Hi,
Pal dvcam is 4:2:0.
What about Pal xdcam?

Hi,
Pal dvcam is 4:2:0.
What about Pal xdcam?

4:2:0 sadly.

Very sad indeed :)

Thanks for the reply.

all XDCAM 35 Mbps (EX and disc-based) is 4:2:0.

4:1:1 was never used before or since NTSC DV as far as I know.

The camera can output 4.2.2 through the SDI port.

Sony has a video online where video compression is explained and they show examples of each and 4.2.0 looks much better than 4.1.1 so imo 4.2.0 is a good thing! That's why 4.1.1 is not used for anything but SD DV.

Actually 4.4.4, 4.2.0, etc. technically only applies to standard definition video, this number scheme is just one of the artifacts left over from the early days of digital SD but everyone uses it.

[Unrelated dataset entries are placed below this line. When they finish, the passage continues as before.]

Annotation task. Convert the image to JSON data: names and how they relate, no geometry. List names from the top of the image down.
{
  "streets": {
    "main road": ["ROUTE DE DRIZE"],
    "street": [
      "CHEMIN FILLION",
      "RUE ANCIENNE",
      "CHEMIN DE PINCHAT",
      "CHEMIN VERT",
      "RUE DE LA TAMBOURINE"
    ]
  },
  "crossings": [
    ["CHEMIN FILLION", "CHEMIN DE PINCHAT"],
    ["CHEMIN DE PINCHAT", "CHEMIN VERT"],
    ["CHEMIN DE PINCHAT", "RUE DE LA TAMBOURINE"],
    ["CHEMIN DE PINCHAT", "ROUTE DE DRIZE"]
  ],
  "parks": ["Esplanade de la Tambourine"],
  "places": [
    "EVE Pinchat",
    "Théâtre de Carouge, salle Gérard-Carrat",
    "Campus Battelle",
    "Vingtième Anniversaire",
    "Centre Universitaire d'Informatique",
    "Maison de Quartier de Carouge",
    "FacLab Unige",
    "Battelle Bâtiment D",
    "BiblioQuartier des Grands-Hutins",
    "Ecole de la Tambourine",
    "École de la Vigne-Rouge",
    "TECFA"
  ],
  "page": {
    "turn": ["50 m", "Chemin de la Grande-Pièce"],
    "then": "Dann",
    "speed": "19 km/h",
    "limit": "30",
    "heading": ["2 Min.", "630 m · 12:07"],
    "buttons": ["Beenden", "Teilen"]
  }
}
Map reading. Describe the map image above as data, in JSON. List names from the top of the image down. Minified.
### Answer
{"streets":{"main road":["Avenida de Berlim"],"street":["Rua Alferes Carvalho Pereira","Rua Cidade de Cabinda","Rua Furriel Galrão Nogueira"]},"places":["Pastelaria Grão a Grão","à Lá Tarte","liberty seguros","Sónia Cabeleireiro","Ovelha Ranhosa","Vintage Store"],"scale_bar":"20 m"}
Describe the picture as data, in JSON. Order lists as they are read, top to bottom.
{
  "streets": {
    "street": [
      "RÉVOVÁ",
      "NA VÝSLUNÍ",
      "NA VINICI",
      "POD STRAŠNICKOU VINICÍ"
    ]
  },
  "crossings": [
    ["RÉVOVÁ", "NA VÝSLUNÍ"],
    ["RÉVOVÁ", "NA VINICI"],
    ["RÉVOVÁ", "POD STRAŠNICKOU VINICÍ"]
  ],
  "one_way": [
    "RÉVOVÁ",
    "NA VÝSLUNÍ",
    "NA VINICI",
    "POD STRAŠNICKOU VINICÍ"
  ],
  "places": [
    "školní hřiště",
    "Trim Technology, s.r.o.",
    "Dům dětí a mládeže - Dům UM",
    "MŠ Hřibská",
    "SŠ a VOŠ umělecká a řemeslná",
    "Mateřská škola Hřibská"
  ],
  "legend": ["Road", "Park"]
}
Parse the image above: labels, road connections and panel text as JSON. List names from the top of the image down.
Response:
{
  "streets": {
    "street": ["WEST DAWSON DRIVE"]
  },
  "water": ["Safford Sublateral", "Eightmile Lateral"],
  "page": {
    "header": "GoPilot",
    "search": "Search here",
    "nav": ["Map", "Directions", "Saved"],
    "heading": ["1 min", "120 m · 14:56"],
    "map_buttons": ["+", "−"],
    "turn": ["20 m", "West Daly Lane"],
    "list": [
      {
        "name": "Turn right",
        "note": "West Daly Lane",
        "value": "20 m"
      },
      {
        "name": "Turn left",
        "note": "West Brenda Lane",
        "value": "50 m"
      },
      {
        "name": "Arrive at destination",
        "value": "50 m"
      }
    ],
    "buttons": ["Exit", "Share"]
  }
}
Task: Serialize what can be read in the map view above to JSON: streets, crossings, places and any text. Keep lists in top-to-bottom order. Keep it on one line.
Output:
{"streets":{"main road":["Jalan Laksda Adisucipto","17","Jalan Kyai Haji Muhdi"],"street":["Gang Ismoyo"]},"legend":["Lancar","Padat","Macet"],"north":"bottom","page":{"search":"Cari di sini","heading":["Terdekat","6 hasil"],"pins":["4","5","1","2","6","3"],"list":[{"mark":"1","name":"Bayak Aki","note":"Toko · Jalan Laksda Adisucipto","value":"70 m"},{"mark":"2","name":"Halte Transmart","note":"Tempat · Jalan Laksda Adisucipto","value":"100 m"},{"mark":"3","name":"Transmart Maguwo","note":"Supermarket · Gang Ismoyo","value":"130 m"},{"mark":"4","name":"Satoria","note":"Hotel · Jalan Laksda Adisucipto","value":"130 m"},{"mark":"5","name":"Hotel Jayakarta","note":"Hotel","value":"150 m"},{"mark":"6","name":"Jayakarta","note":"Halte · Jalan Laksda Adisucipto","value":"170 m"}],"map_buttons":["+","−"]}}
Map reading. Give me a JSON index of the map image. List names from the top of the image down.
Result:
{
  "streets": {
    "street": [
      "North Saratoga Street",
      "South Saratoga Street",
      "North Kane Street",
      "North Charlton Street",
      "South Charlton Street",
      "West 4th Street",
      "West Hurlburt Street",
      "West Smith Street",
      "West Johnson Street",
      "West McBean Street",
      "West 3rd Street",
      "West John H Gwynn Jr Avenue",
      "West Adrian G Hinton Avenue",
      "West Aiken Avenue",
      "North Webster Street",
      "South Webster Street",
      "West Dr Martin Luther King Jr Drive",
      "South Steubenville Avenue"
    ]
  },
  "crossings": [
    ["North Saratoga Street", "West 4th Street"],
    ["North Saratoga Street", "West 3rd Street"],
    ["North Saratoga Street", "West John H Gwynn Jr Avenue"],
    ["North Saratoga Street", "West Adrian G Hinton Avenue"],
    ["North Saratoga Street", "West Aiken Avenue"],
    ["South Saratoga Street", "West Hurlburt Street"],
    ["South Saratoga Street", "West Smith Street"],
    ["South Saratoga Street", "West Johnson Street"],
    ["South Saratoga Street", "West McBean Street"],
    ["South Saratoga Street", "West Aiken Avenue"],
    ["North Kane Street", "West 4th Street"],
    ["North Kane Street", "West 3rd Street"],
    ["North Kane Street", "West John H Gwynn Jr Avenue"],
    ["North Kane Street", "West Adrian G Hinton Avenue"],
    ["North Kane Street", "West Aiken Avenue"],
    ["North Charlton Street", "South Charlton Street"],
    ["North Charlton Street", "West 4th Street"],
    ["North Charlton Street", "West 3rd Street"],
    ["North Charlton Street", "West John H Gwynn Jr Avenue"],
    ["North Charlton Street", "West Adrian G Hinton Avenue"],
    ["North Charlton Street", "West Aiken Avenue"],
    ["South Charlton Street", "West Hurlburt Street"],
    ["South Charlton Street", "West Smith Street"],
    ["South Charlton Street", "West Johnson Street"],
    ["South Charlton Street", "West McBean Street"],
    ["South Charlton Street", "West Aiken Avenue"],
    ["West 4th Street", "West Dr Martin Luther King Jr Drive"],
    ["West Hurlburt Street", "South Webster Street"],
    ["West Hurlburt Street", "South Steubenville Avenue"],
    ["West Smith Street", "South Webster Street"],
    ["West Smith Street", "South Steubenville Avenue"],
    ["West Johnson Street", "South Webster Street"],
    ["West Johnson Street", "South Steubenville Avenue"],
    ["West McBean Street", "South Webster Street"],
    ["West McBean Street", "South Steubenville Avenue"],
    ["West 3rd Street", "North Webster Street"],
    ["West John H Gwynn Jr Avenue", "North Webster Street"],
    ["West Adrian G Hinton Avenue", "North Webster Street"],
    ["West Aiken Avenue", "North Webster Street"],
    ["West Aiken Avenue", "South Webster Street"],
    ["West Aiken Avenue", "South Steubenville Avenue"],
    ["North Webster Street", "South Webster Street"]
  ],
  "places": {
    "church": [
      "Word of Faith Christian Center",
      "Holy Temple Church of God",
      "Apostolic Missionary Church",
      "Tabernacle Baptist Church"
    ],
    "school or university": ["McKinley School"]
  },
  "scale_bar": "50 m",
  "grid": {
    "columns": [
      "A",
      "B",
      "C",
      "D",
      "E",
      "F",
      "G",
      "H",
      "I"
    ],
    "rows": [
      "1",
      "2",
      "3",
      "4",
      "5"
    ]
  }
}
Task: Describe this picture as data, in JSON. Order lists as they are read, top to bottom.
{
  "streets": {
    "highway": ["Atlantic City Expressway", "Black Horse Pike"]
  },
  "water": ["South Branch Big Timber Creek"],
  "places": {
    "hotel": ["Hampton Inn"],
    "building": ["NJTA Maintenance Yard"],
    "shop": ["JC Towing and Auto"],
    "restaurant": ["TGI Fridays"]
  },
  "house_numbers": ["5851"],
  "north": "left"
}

Actually 4.4.4, 4.2.0, etc. technically only applies to standard definition video, this number scheme is just one of the artifacts left over from the early days of digital SD but everyone uses it.

It describes the different types of chroma subsampling (http://www.infocellar.com/Video/chroma-subsampling.htm) regardless of definition.

It is actually referring to the sampling rate of the circuit for each of the components.

A number such as "4.4.4" was based on an image of 720x480 pixels using a sampling circuit of 13.5Mhz, a "2" would refer to a 6.75Mhz sampling circuit, etc.

Since full HD is 1920x1080 pixels you can't sample that at 13.5Mhz you need a much higher sampling frequency - 74.25Mhz.

YES, everyone uses the "4.4.4" numbers for HD but very few could explain the math that generates those numbers, because if they did they would understand how TECHNICALLY it is wrong when talking about anything but a SD sampling rate.

I don't think 4:1:1 is any better than 4:2:0.

True enough.

I've talked with industry guys who have proposed scaling the nomenclature from 4:2:2 to 22:11:11 to maintain the original math.

I guess that must've seemed too complicated

The subsampling scheme is commonly expressed as a three part ratio J:a:b (e.g. 4:2:2), that describe the number of luminance and chrominance samples in a conceptual region that is J pixels wide, and 2 pixels high. The parts are (in their respective order):

J horizontal sampling reference (width of the conceptual region). Usually, 4.
a number of chrominance samples (Cr, Cb) in the first row of J pixels.
b number of (additional) chrominance samples (Cr, Cb) in the second row of J pixels.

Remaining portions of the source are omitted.